Ceci dit, faut-il comprendre que tout ce qui relève du progrès, relève strictement de la construction intellectuelle, faut-il considérer qu’il ne s’agit que d’une représentation du monde ? Je ne le pense pas. En fait, du point de vue de l’histoire, ou si l’on veut du point de vue de l’historien des techniques, il faut distinguer deux niveaux de réalité. Le premier niveau est celui que l’historiographie anglo-saxonne qualifie de « factuel » : objectivement, le progrès technique existe-t-il ? Une société est-elle capable de progresser, et certaines sociétés, certaines contrées, certaines régions, nations progressent-elles plus rapidement que d’autres, à un moment donné, sont-elles susceptibles de progresser plus rapidement que d’autres à un moment donné ? La réponse est oui. Tout société avance ou recule, ou stagne sur la ligne du progrès technique, et cela de manière objective, je veux dire : qu’elle en ait ou non conscience, quelle que soit la représentation, on dira pour les sociétés complexes, l’idéologie qu’elle développe, qu’elle déploie à cet égard. Bien sur, cette relation objective, factuelle, des sociétés au progrès technique est analysable historiquement ; c’est l’un des objets, et sans doute, l’un des objets essentiels de l’histoire des techniques.
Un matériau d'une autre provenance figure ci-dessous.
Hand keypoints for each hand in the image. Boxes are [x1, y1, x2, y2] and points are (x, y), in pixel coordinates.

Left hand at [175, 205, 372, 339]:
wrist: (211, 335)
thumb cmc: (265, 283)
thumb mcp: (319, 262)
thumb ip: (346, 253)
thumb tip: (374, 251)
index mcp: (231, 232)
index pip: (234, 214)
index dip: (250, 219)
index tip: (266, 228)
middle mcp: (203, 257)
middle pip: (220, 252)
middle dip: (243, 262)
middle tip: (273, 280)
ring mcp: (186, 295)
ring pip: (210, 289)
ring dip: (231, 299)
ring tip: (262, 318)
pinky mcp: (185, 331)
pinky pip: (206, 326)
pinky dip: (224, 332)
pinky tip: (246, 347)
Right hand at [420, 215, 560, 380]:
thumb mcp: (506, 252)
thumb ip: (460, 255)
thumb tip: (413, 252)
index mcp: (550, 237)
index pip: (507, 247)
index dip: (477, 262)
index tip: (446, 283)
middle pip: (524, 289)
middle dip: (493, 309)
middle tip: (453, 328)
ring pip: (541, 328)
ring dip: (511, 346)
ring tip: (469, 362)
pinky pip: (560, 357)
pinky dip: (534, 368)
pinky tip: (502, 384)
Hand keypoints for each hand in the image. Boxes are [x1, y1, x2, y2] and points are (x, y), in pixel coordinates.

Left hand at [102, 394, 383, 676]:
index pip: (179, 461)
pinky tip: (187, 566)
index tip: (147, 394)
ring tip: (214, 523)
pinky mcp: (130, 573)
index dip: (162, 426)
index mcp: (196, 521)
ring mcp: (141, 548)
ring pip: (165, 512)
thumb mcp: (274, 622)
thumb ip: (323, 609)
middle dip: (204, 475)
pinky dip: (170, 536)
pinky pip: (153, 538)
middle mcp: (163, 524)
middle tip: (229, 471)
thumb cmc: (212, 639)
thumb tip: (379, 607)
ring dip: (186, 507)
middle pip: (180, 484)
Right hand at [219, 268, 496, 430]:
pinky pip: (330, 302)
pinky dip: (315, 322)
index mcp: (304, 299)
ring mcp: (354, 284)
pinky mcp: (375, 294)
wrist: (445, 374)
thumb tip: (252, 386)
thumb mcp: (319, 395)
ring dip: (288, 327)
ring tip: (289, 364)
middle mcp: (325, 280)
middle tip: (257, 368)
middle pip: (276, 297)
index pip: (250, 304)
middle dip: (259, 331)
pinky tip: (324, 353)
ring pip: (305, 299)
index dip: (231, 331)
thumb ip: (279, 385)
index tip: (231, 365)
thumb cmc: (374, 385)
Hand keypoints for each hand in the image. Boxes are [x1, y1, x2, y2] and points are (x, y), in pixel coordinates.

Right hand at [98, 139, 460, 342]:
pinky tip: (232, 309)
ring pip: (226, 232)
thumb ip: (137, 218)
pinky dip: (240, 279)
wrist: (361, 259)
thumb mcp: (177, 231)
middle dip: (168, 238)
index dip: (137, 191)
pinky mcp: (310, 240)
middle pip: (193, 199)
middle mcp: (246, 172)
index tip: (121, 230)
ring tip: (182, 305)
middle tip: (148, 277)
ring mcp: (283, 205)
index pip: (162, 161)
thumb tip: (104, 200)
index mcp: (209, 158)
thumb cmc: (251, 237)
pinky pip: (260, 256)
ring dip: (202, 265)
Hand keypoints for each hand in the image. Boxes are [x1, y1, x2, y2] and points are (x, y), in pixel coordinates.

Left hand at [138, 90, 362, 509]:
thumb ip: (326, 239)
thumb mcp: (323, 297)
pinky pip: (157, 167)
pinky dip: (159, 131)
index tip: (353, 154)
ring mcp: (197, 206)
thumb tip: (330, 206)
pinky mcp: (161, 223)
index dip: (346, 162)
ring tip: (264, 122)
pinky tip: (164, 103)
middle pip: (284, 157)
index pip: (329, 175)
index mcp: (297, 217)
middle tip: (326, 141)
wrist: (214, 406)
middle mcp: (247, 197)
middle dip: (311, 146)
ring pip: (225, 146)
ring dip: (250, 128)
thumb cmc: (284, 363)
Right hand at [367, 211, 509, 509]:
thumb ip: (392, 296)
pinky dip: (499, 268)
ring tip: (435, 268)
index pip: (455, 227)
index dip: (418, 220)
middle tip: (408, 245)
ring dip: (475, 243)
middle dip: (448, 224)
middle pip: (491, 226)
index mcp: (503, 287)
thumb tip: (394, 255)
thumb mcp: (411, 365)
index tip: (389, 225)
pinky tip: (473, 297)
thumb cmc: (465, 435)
Encore convient-il de ne pas être dupe de cette aptitude au progrès. D’où la nécessité d’envisager également, de faire porter le regard historique, au-delà des faits proprement dits, sur les représentations qui environnent ces faits et les accompagnent. Ces représentations peuvent être déployées consciemment par les sociétés, mais il est tout à fait possible aussi qu’elles relèvent de l’inconscient collectif, de ce qu’une société se raconte sans complètement se le dire, sans complètement accepter qu’elle se le raconte.
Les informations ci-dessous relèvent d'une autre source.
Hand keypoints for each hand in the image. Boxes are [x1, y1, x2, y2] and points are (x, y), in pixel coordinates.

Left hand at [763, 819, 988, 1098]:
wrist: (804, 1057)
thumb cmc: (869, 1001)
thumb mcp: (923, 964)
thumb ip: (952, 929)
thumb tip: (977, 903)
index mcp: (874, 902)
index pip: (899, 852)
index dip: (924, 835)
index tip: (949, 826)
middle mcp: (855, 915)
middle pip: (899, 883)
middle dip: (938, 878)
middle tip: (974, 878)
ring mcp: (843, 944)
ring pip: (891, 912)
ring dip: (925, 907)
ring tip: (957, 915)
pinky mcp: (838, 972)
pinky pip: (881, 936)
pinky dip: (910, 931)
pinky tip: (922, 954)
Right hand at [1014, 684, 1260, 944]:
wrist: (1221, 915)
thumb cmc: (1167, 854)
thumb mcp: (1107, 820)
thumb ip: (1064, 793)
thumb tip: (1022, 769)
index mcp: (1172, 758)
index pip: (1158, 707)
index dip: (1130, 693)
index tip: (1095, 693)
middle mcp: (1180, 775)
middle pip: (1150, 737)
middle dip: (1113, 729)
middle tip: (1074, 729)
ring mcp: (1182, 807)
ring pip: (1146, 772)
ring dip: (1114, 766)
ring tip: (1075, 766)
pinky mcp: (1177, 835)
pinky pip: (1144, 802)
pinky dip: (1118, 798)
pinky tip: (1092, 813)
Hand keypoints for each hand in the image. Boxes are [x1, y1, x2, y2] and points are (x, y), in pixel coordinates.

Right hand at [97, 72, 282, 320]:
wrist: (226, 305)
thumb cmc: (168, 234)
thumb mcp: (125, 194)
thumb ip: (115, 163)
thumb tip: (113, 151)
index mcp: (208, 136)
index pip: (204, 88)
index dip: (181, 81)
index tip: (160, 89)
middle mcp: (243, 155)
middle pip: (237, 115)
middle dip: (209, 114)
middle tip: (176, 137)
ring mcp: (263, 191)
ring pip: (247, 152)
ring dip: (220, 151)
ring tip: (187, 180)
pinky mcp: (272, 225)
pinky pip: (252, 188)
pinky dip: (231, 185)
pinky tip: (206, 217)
Voilà pourquoi nous allons nous intéresser à la manière dont les hommes des XVIe, XVIIe et XVIIIe siècles ont progressivement constitué la notion de progrès ; comment aussi cette notion de progrès a été élaborée en travaillant la relation entre Nature et Technique. Pour ce faire, nous envisagerons beaucoup de notions. C’est même l’objectif : comprendre que les notions qui environnent et structurent la notion de progrès se sont progressivement élaborées au cours des siècles en Europe. Cela n’en fait pas un cours de philosophie. L’approche est résolument historique. D’une part, parce que les outils d’analyse dont nous allons user sont les outils de l’historien et non ceux du philosophe. L’approche est chronologique et les notions sont présentées, analysées dans leur contexte historique, et non pour elles-mêmes, et ce que l’on va chercher à comprendre précisément est la manière dont elles sont le fruit du contexte historique, et comment en retour, elles ont marqué, influencé modifié ce contexte. D’autre part, parque que l’histoire est au cœur du débat : la question étant moins de savoir ce que sont ces notions en elles-mêmes, en quoi elles sont des outils de pensée (objet de la philosophie) que de comprendre comment elles se sont construites, comment elles ont été élaborées, en quoi elles ont constitué (ou non) des réponses en tout ou partie aux questions posées, ou perçues, à tel moment, comment elles ont évolué aussi.

Une autre précaution oratoire s’impose qui relève cette fois des limites données à l’étude. On ne parlera pas, ou on parlera peu des siècles de l’industrialisation proprement dite, des XIXe et XXe siècles. Il ne faudrait pas en conclure que la notion de progrès s’est construite entre XVIe et XVIIIe siècle, et qu’ensuite elle ne fut qu’utilisée. L’énoncé même de cela en montre l’absurdité : la notion de progrès n’a cessé de se constituer, de se modifier, et cela, particulièrement tout au long du XIXe siècle. On en prendra pour preuve, le darwinisme, sans doute l’une des élaborations les plus achevées en la matière. Et la compréhension de la relation de l’homme à la nature et à la technique s’est considérablement modifiée au XXe siècle. C’est donc par défaut que ne sera abordée ici que la première partie de cette histoire.